中国ではすでに、世界最大規模の農業気象観測網が構築されました。観測網は人工衛星や航空機、無人機、地上設備を活用した協同モニタリングモデルであり、最先端の技術を駆使して中国の食糧安全を支えるだけでなく、独自の技術体系によるスマート農業発展の「デジタルエンジン」です。
中国各地は現在、次々に春の耕作と作付けの時期を迎えつつあります。食糧収穫量で全国の上位を占める中国中部の河南省では、河南省気象科学研究所が48セットの生物季節観測システムのモニタリングデータに基づき、葉緑素の含有量など重要な成長指標による逆解析作業を展開し、小麦の成長状況についての「見える化、識別明確化、判断精密化」を実現しています。同時に、衛星や無人機で得られたデータに基づき、全省の小麦の成長状況について解像度10メートルのモニタリングを提供することが可能です。
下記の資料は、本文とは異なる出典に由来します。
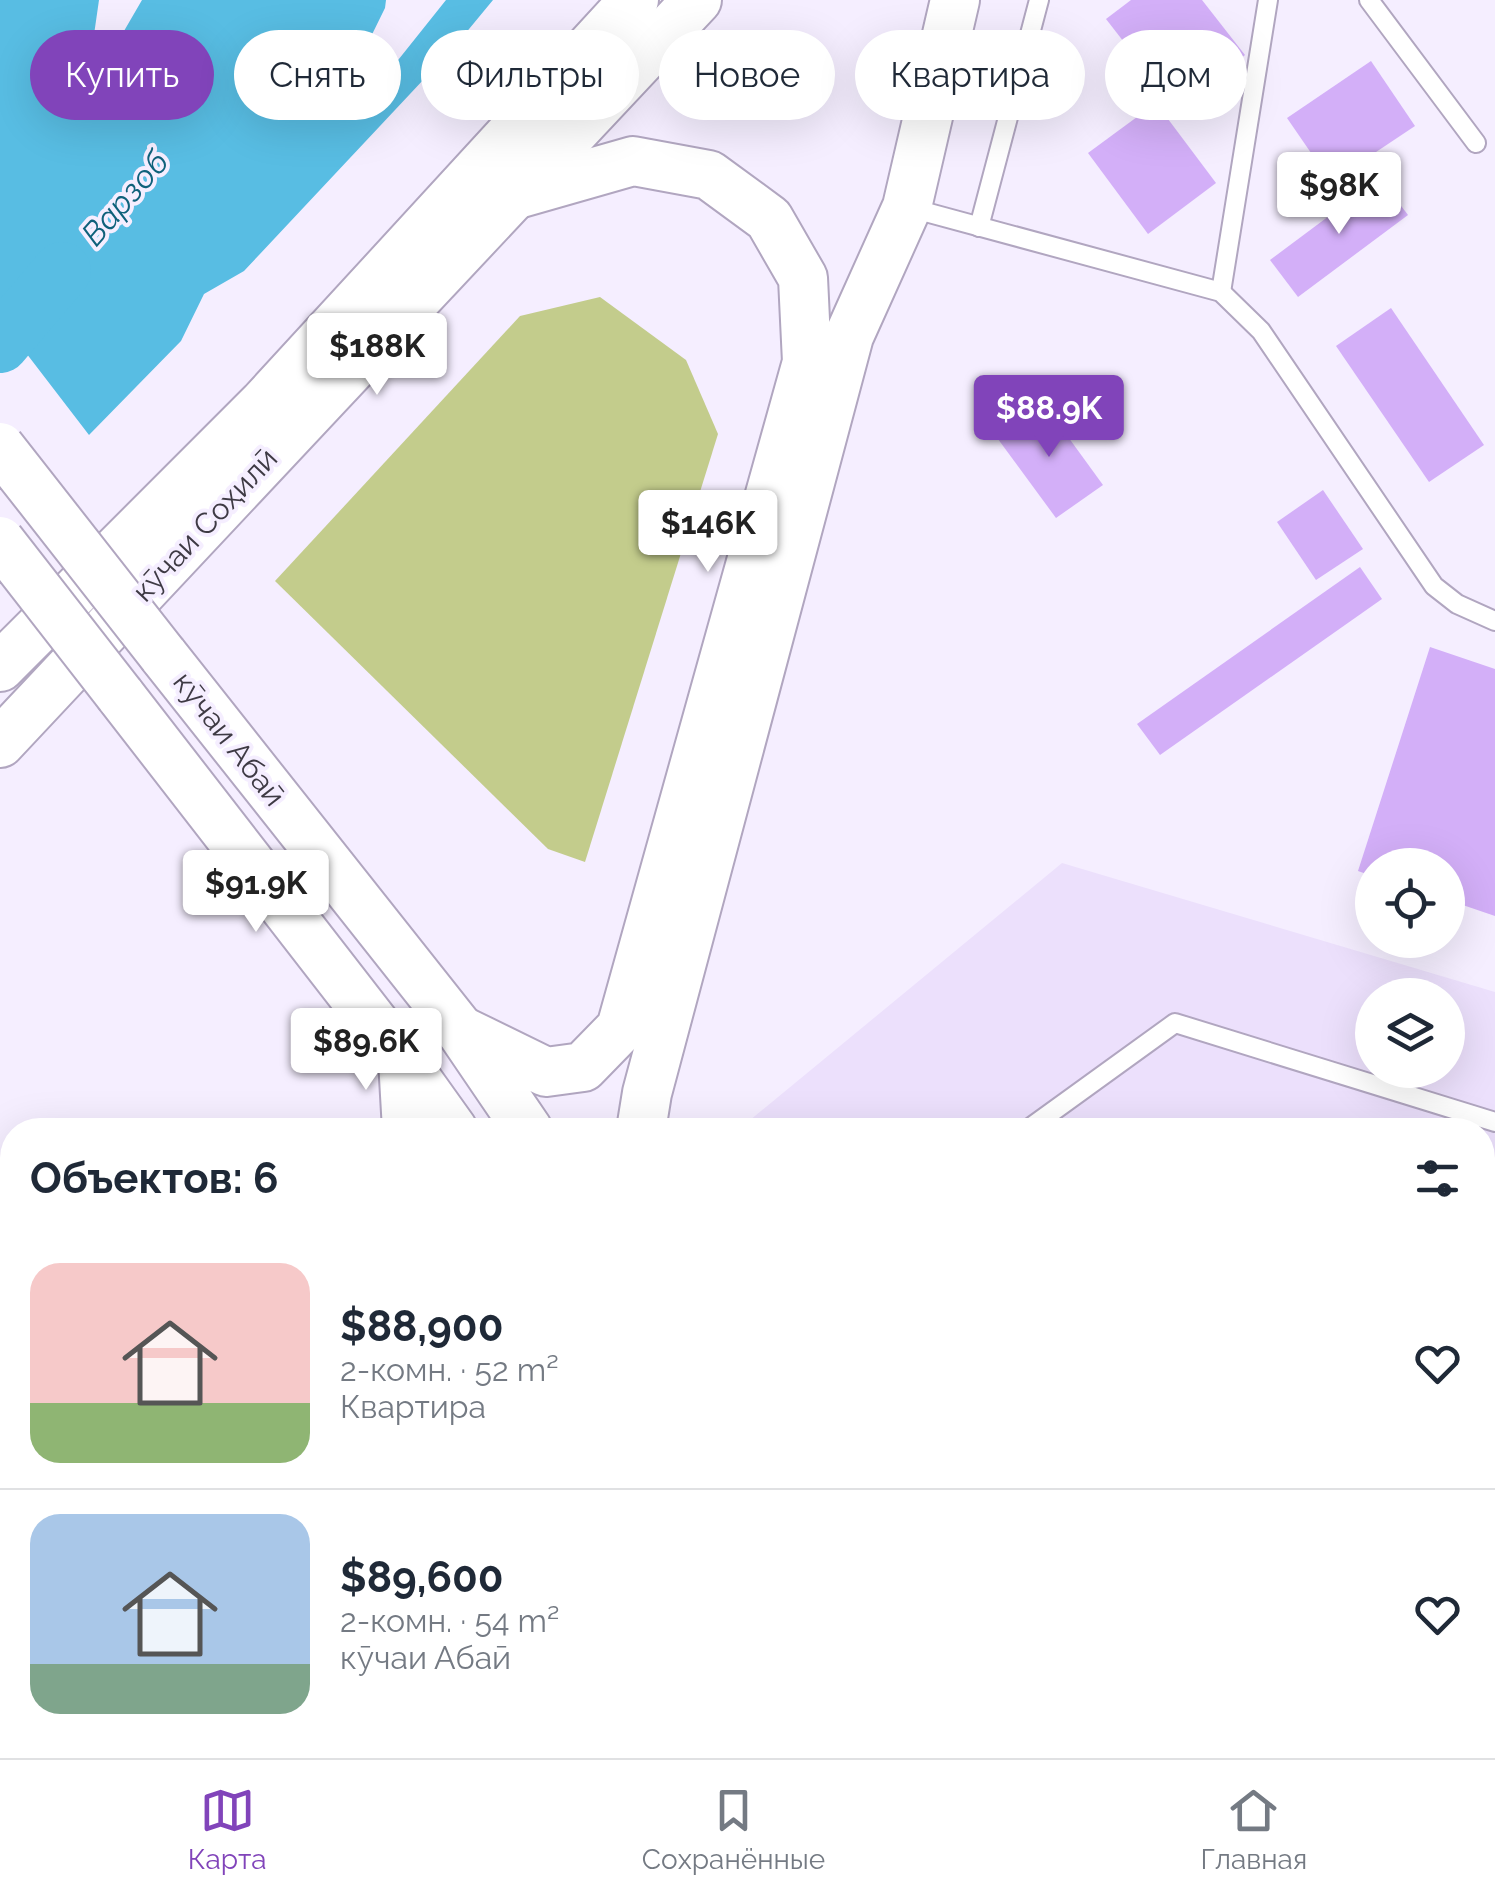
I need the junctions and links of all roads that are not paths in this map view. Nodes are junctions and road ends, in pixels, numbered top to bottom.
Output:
1 (634, 0) edge
2 (697, 0) edge
3 (954, 0) edge
4 (1039, 0) edge
5 (1268, 0) edge
6 (1369, 0) edge
7 (1476, 143) dead end
8 (514, 195) junction
9 (906, 207) junction
10 (979, 227) junction
11 (1221, 292) junction
12 (0, 447) edge
13 (0, 541) edge
14 (1495, 621) edge
15 (0, 666) edge
16 (0, 743) edge
17 (460, 1030) junction
18 (402, 1060) junction
19 (406, 1118) edge
20 (443, 1118) edge
21 (520, 1118) edge
22 (643, 1118) edge
23 (1043, 1118) edge
24 (1482, 1118) edge

1 - 15 main road
2 - 8 main road, кӯчаи Соҳилӣ
3 - 9 main road
4 - 10 lane
5 - 11 lane
6 - 7 lane
8 - 16 main road, кӯчаи Соҳилӣ
8 - 17 main road
9 - 10 lane
9 - 22 main road
10 - 11 lane
11 - 14 lane
12 - 17 main road, кӯчаи Абаӣ, bridge
13 - 18 main road, кӯчаи Абаӣ, bridge
17 - 21 main road, кӯчаи Абаӣ
18 - 19 main road
18 - 20 main road, кӯчаи Абаӣ
23 - 24 lane

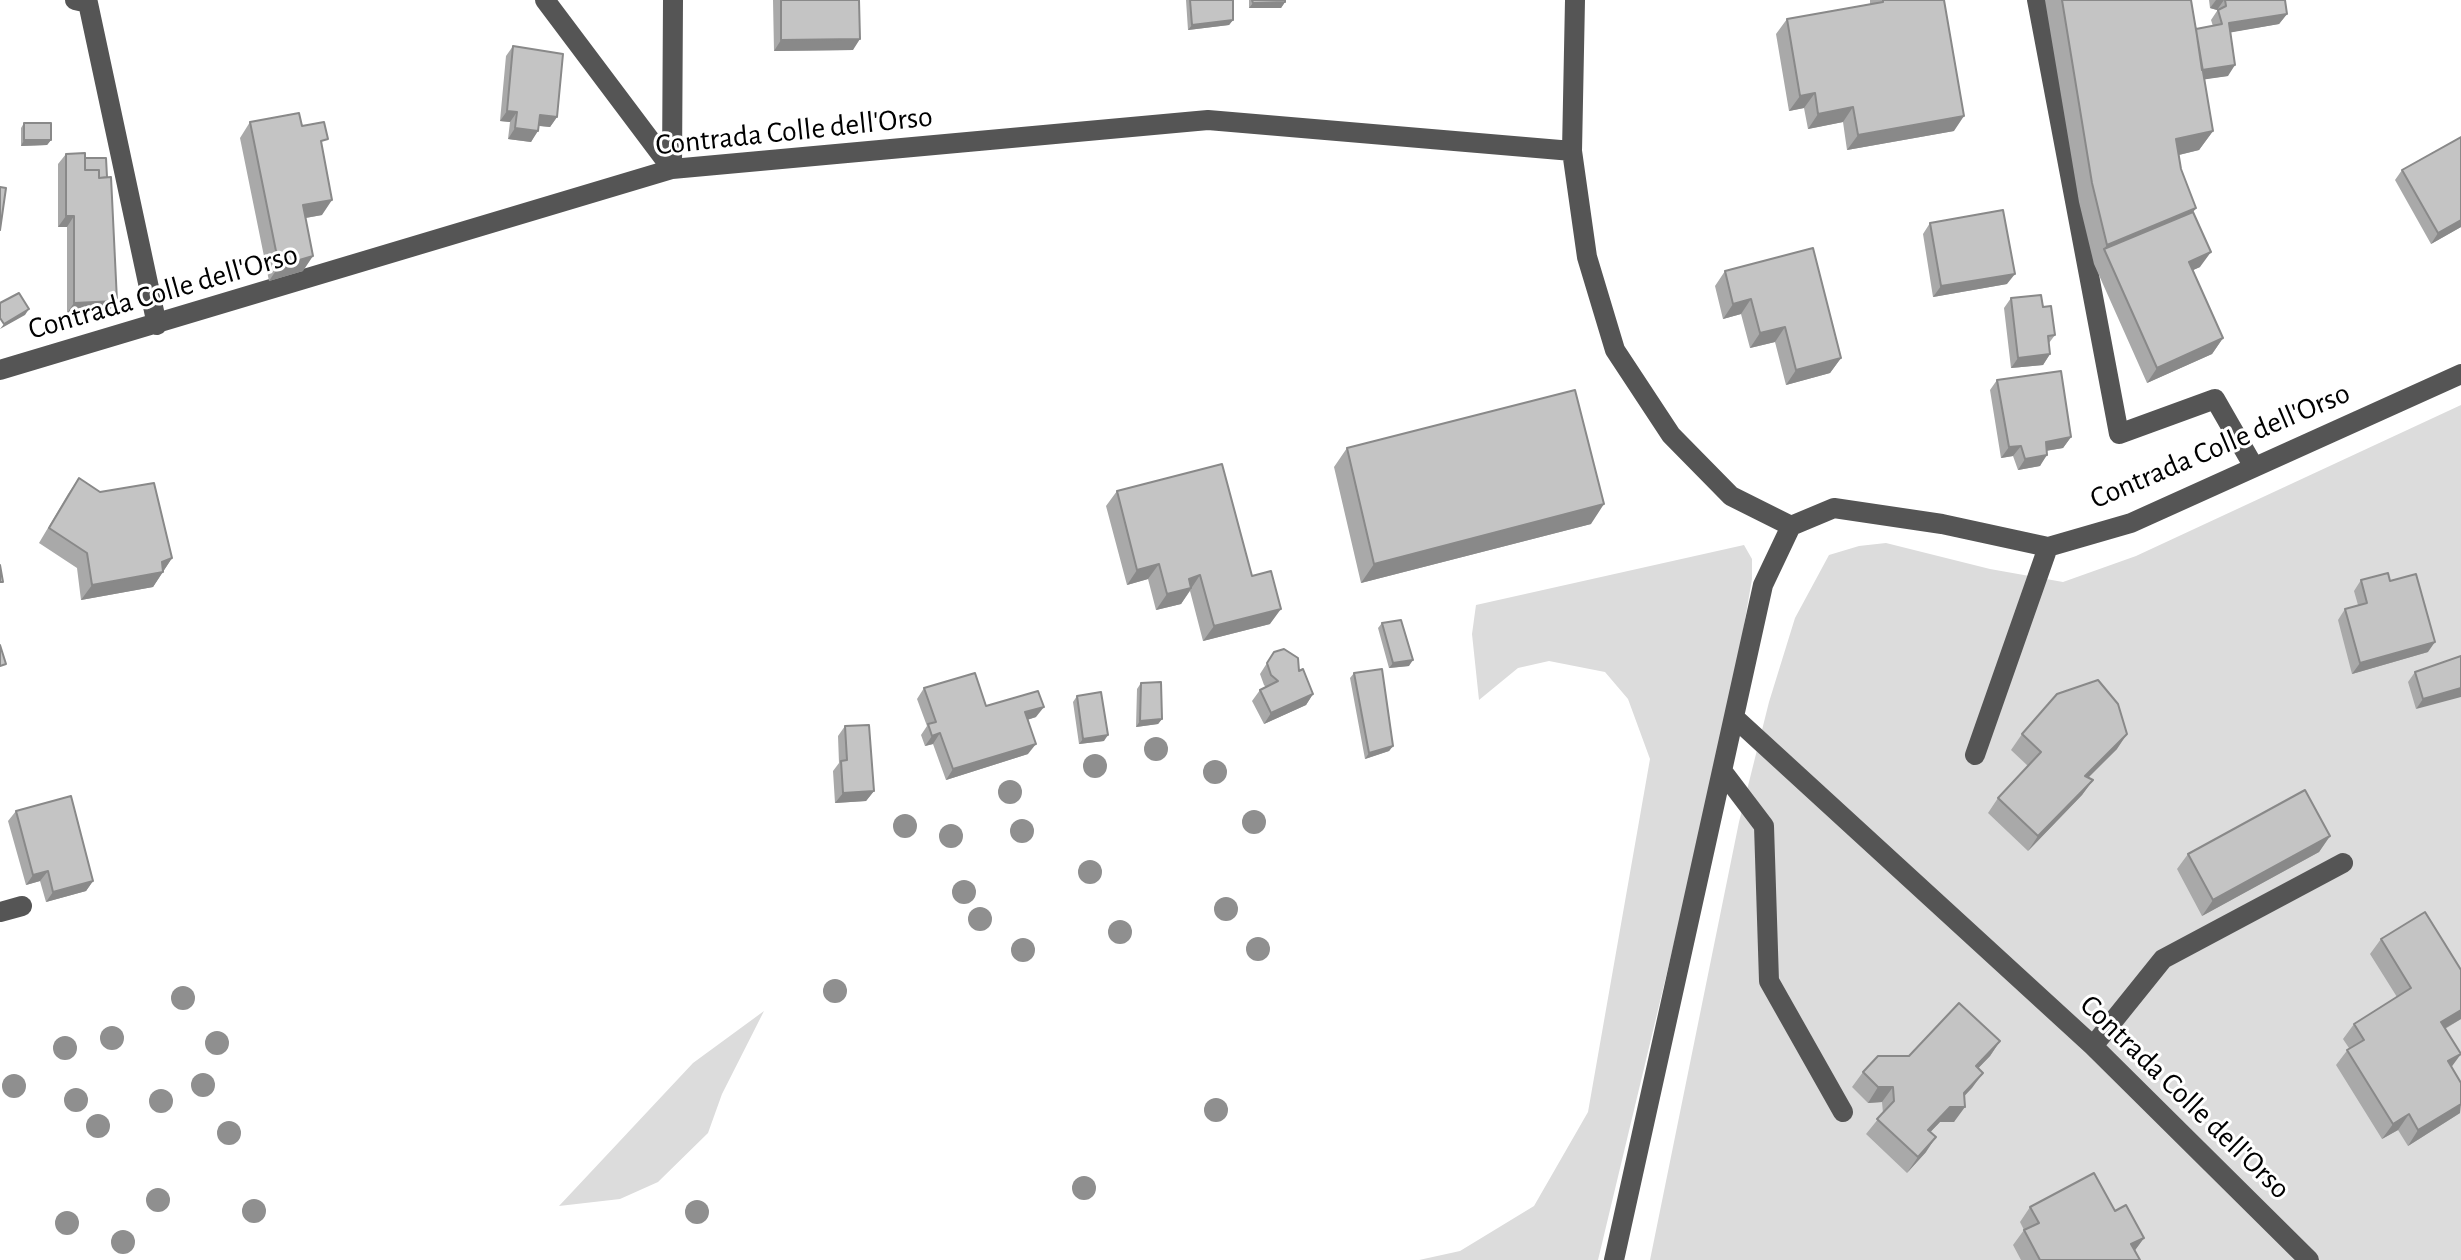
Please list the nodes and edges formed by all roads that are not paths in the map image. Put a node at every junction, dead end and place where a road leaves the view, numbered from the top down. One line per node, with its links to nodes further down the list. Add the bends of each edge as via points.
1 (75, 0): 8 (street, via 88,3)
2 (545, 0): 7 (street)
3 (673, 0): 7 (street)
4 (1575, 0): 6 (street)
5 (2037, 0): 11 (street, via 2119,434 2215,399)
6 (1572, 151): 7 (street, Contrada Colle dell'Orso, via 1208,120); 12 (street, via 1587,257 1615,350 1671,435 1731,496)
7 (672, 169): 8 (street, Contrada Colle dell'Orso)
8 (157, 325): 9 (street, Contrada Colle dell'Orso)
9 (0, 370)
10 (2461, 374): 11 (street, Contrada Colle dell'Orso)
11 (2254, 467): 13 (street, Contrada Colle dell'Orso, via 2131,523)
12 (1791, 526): 13 (street, Contrada Colle dell'Orso, via 1834,508); 14 (street, via 1763,585)
13 (2048, 547): 15 (street)
14 (1736, 719): 16 (street); 20 (street, Contrada Colle dell'Orso)
15 (1975, 755)
16 (1723, 772): 21 (street, via 1764,826 1769,981); 22 (street)
17 (2343, 863): 20 (street, via 2163,959)
18 (22, 906): 19 (street)
19 (0, 912)
20 (2093, 1046): 23 (street, Contrada Colle dell'Orso)
21 (1843, 1112)
22 (1616, 1259)
23 (2309, 1260)

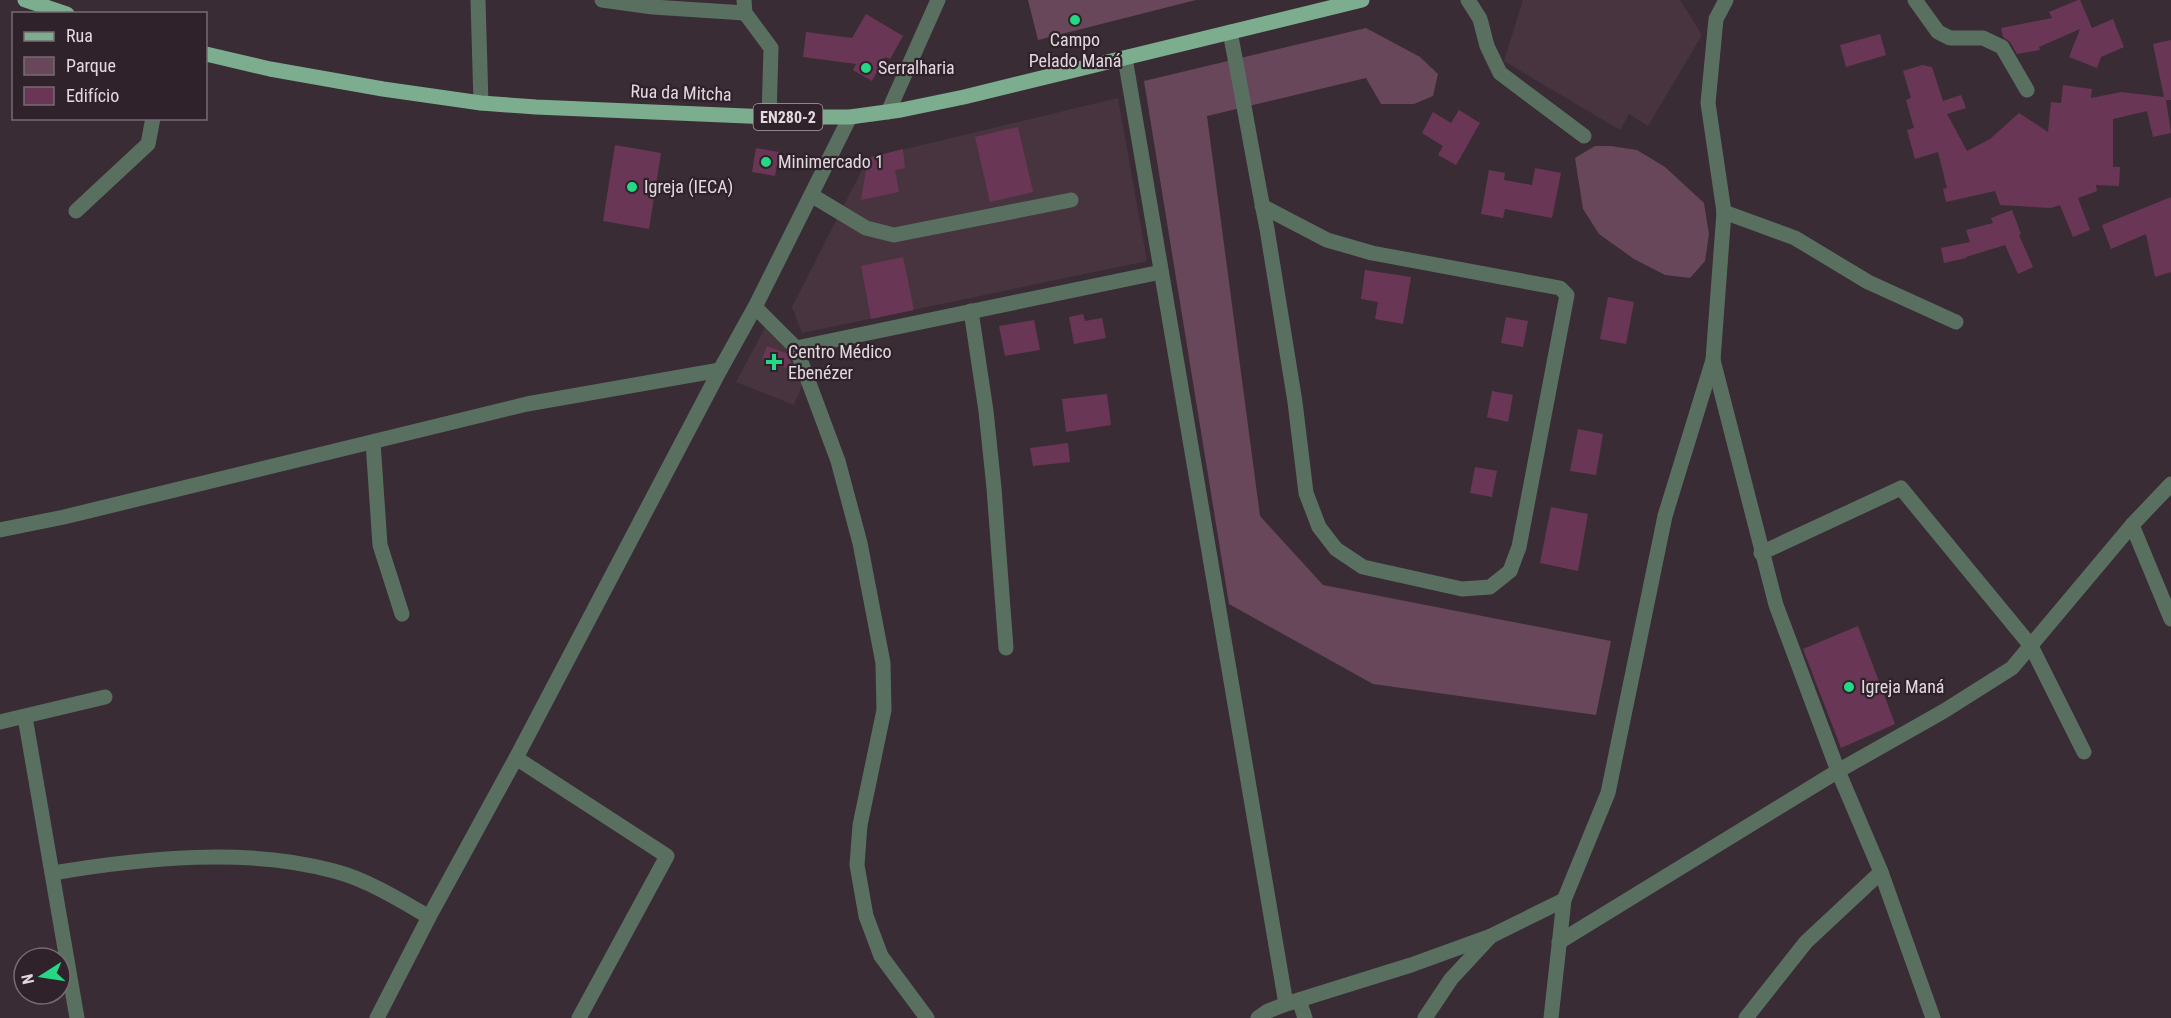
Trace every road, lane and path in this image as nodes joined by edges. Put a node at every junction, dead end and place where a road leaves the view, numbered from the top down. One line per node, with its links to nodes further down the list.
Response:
1 (25, 0): 10 (main road)
2 (478, 0): 15 (street)
3 (602, 0): 9 (street)
4 (938, 0): 16 (street)
5 (1362, 0): 11 (main road, Rua da Mitcha / EN280-2)
6 (1468, 0): 20 (street)
7 (1726, 0): 25 (street)
8 (1915, 0): 14 (street)
9 (744, 7): 17 (street)
10 (61, 12)
11 (1230, 33): 13 (main road, Rua da Mitcha / EN280-2); 23 (street)
12 (207, 54): 15 (main road, Rua da Mitcha / EN280-2)
13 (1125, 58): 16 (main road, Rua da Mitcha / EN280-2); 26 (street)
14 (2027, 90)
15 (481, 103): 17 (main road, Rua da Mitcha / EN280-2)
16 (888, 112): 18 (main road, Rua da Mitcha / EN280-2)
17 (769, 117): 18 (main road, Rua da Mitcha / EN280-2)
18 (850, 117): 21 (street)
19 (153, 120): 24 (street)
20 (1584, 136)
21 (811, 195): 22 (street); 27 (street)
22 (1071, 200)
23 (1262, 206): 23 (street)
24 (76, 211)
25 (1724, 212): 29 (street); 31 (street)
26 (1161, 272): 28 (street); 54 (street)
27 (755, 307): 30 (street); 32 (street)
28 (971, 312): 30 (street); 41 (street)
29 (1956, 322)
30 (796, 348): 58 (street)
31 (1713, 360): 37 (street); 50 (street)
32 (720, 370): 33 (street); 46 (street)
33 (373, 442): 36 (street); 38 (street)
34 (2171, 483): 35 (street)
35 (2132, 525): 39 (street); 40 (street)
36 (0, 530)
37 (1761, 552): 40 (street); 47 (street)
38 (402, 614)
39 (2171, 619)
40 (2031, 646): 45 (street); 47 (street)
41 (1006, 648)
42 (105, 697): 43 (street)
43 (25, 717): 44 (street); 49 (street)
44 (0, 722)
45 (2084, 752)
46 (516, 758): 51 (street); 57 (street)
47 (1838, 771): 48 (street); 53 (street)
48 (1881, 872): 63 (street); 64 (street)
49 (53, 873): 51 (street); 55 (street)
50 (1564, 900): 52 (street); 53 (street)
51 (429, 916): 56 (street)
52 (1491, 936): 54 (street); 61 (street)
53 (1559, 942): 62 (street)
54 (1293, 1002): 59 (street); 60 (street)
55 (77, 1018)
56 (377, 1018)
57 (579, 1018)
58 (927, 1018)
59 (1258, 1018)
60 (1305, 1018)
61 (1425, 1018)
62 (1551, 1018)
63 (1746, 1018)
64 (1933, 1018)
中国南部の米作地区では、観測を通じて、過去3年間には早稲の苗の立ち枯れ率が20%低下し、育苗コストが10%以上低下しました。
気象部門はこれまでに、有人観測所642カ所、自動観測所738カ所、特色あるサービスセンター15カ所、試験場91カ所などから成る現代化観測システムを構築し、人と機械が相互補完し、観測と試験が協同する業務運行ネットワークを形成しました。
中国はすでに人工知能(AI)、レーザー、リモートセンシングなどの最先端技術の支えによる農作物生育期に関する自動観測データを保有する世界唯一の国であり、重要データの正確度は90%以上に達しています。(提供/CGTN Japanese)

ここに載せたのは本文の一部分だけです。